We encourage the entire parish to come, but realistically we just get children, youth, parents, and perhaps a few grandparents.*
If possible, we like to have a very short presentation as we gather together. One struggle we have is to gather adults into the circle – coffee and fellowship is a bigger draw than anything we might offer.
This year we had the idea to “blow up” the Mystery of Pentecost story from The Complete Guide to Godly Play, Volume 4.
To prepare the materials, I cut four long strips of brown felt (we decided that having many strips would bump those unfamiliar with Godly Play out of the story). We found 12″ boxes from packaging store for the blocks (shown here with the small blocks from the story).
I actually scanned the tiny shields from the original materials from Godly Play Resources.
And, oh! the frustration ensued. Once enlarged, the shields were far too pixellated to be useful.
I tried scanning, photography, studied my camera’s instruction manual for macro settings, sent frantic e-mails to friends, and ultimately decided that what I could leave out was this drive for perfection for a one time event for a large group. A friend suggested using a black marker to outline and define the pixellated prints (on card stock from my printer). This took just a few minutes and did the job perfectly – even a few teachers commented on how nice the shields looked!
We began with a prayer and then explained we were doing the Pentecost story a week early (on May 20, 2012 this year). I began showing the red box of the Mystery of Pentecost story and said, ”
Next Sunday, May 27, is one of the three great times in the Circle of the Church Year. It’s Pentecost – and ow! It’s hot! But why?
This story is the Mystery of Pentecost. This is the version we use in our classrooms downstairs, but this one is too small for all of us today. So today we have a big version! And Anne and Belinda are going to help me tell the story.
Since we don’t have a big red box to peek into, the only thing we can do is just begin!
I acted as narrator, reading aloud the script for the story while two of our Godly Play teachers manipulated our larger props.
During Sunday School Recognition we call each class to the front, introduce the children that are present and their teachers, and allow them to say or do something if the Spirit moves them (usually it doesn’t, but we do leave that option in). Each teacher and child present is given a small token. The Youth Director does the same for the middle and high school youth. (Usually their “token” is candy – a privilege of their advanced years!) This year we presented the same gift to all those involved with Godly Play: a Good Shepherd medal pinned to a simple card we made.

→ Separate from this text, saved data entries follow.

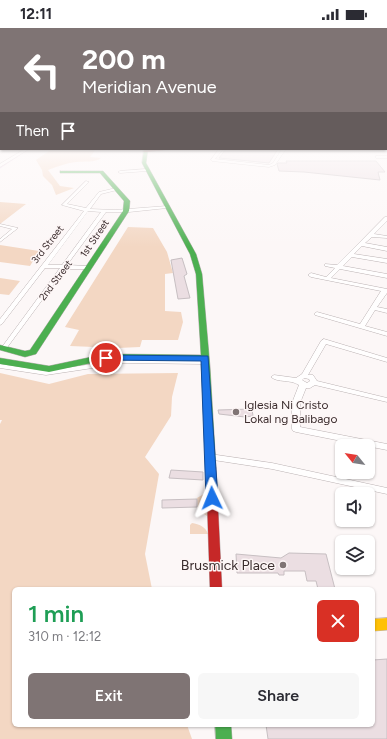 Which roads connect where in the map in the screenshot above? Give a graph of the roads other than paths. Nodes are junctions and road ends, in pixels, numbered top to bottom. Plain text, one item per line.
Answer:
1 (108, 180) edge
2 (153, 180) edge
3 (87, 182) dead end
4 (116, 189) junction
5 (167, 207) junction
6 (88, 209) junction
7 (105, 210) junction
8 (126, 211) junction
9 (387, 218) edge
10 (0, 225) edge
11 (371, 234) junction
12 (387, 237) edge
13 (0, 241) edge
14 (362, 244) junction
15 (387, 249) edge
16 (351, 255) junction
17 (387, 261) edge
18 (327, 265) dead end
19 (44, 266) junction
20 (64, 267) junction
21 (340, 267) junction
22 (88, 268) junction
23 (311, 275) dead end
24 (387, 276) edge
25 (328, 278) junction
26 (386, 290) edge
27 (373, 308) junction
28 (387, 311) edge
29 (316, 314) dead end
30 (0, 323) edge
31 (362, 326) junction
32 (387, 334) edge
33 (2, 348) edge
34 (205, 360) junction
35 (387, 360) edge
36 (0, 361) edge
37 (0, 366) edge
38 (304, 376) junction
39 (274, 377) dead end
40 (300, 382) junction
41 (314, 382) junction
42 (387, 400) edge
43 (387, 447) edge
44 (210, 456) junction
45 (387, 491) edge
46 (216, 587) edge
47 (387, 624) edge
48 (375, 625) edge
49 (223, 727) edge
50 (224, 739) edge

1 - 4 street
2 - 5 street
3 - 6 street
4 - 6 street, 3rd Street
4 - 8 street
5 - 8 street
5 - 34 street
6 - 7 street
6 - 19 street, 3rd Street
7 - 8 street
7 - 20 street, 2nd Street
8 - 22 street, 1st Street
9 - 11 street
10 - 13 street
11 - 12 street
11 - 14 street
14 - 15 street
14 - 16 street
16 - 17 street
16 - 21 street
18 - 21 street
19 - 20 street
19 - 30 street, 3rd Street
20 - 22 street
20 - 33 street, 2nd Street
21 - 24 street
21 - 25 street
22 - 33 street, 1st Street
23 - 25 street
25 - 26 street
26 - 27 street
27 - 28 street
27 - 31 street
29 - 31 street
31 - 32 street
34 - 36 street
34 - 37 street
34 - 44 street
35 - 38 street
38 - 40 street
38 - 41 street
39 - 40 street
40 - 41 street
40 - 43 street
41 - 42 street
44 - 45 street
44 - 46 street
47 - 48 street
49 - 50 street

We offered ribbon (collected from many past projects) for anyone who chose to make a necklace or bracelet for the medal.
We ended with cake and punch, and sometime egg salad finger sandwiches. (We have a loyal supporter of children who makes the most delicious egg salad sandwiches that anyone has ever tasted. You can’t imagine how much everyone looks forward to her egg salad sandwiches!)
Of course, I have no pictures of the actual event. However, I hope these few pictures may help someone who wants to try a similar “blown up” version of the story. It was a fairly simple thing to pull together quickly (if you don’t get bogged down in reproducing the shields perfectly as I did!).
*This year our vestry member who serves as liaison to children and youth campaigned and had 7 out of 9 vestry members present for the entire presentation. What a boost to our ministry! The children were proud, and we felt uplifted to have our ministry acknowledged! Thank you, Billie!